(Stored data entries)
- - - - - - -
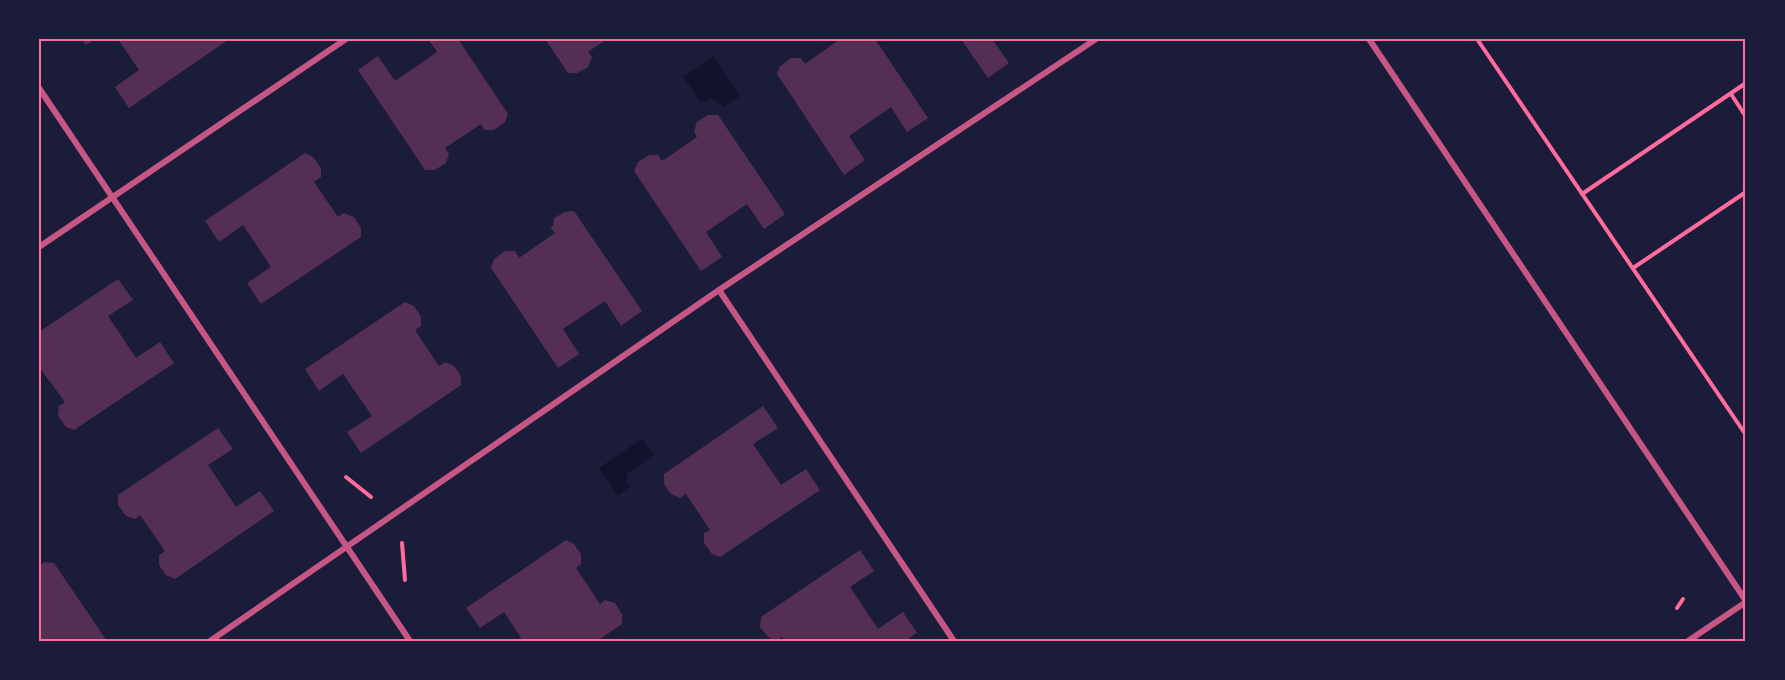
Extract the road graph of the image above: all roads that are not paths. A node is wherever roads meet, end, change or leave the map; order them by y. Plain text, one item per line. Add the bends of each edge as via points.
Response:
1 (346, 39) edge
2 (1096, 39) edge
3 (1369, 39) edge
4 (39, 88) edge
5 (113, 197) junction
6 (39, 247) edge
7 (719, 290) junction
8 (347, 548) junction
9 (1746, 602) edge
10 (210, 641) edge
11 (410, 641) edge
12 (954, 641) edge
13 (1688, 641) edge

1 - 5 street
2 - 7 street
3 - 9 street
4 - 5 street
5 - 6 street
5 - 8 street
7 - 8 street
7 - 12 street
8 - 10 street
8 - 11 street
9 - 13 street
- - - - - - -
*Task to carry out*
Your job is to transcribe the entries above exactly; skip the pictures.

*Answer space*
Extract the road graph of the image above: all roads that are not paths. A node is wherever roads meet, end, change or leave the map; order them by y. Plain text, one item per line. Add the bends of each edge as via points.
Response:
1 (346, 39) edge
2 (1096, 39) edge
3 (1369, 39) edge
4 (39, 88) edge
5 (113, 197) junction
6 (39, 247) edge
7 (719, 290) junction
8 (347, 548) junction
9 (1746, 602) edge
10 (210, 641) edge
11 (410, 641) edge
12 (954, 641) edge
13 (1688, 641) edge

1 - 5 street
2 - 7 street
3 - 9 street
4 - 5 street
5 - 6 street
5 - 8 street
7 - 8 street
7 - 12 street
8 - 10 street
8 - 11 street
9 - 13 street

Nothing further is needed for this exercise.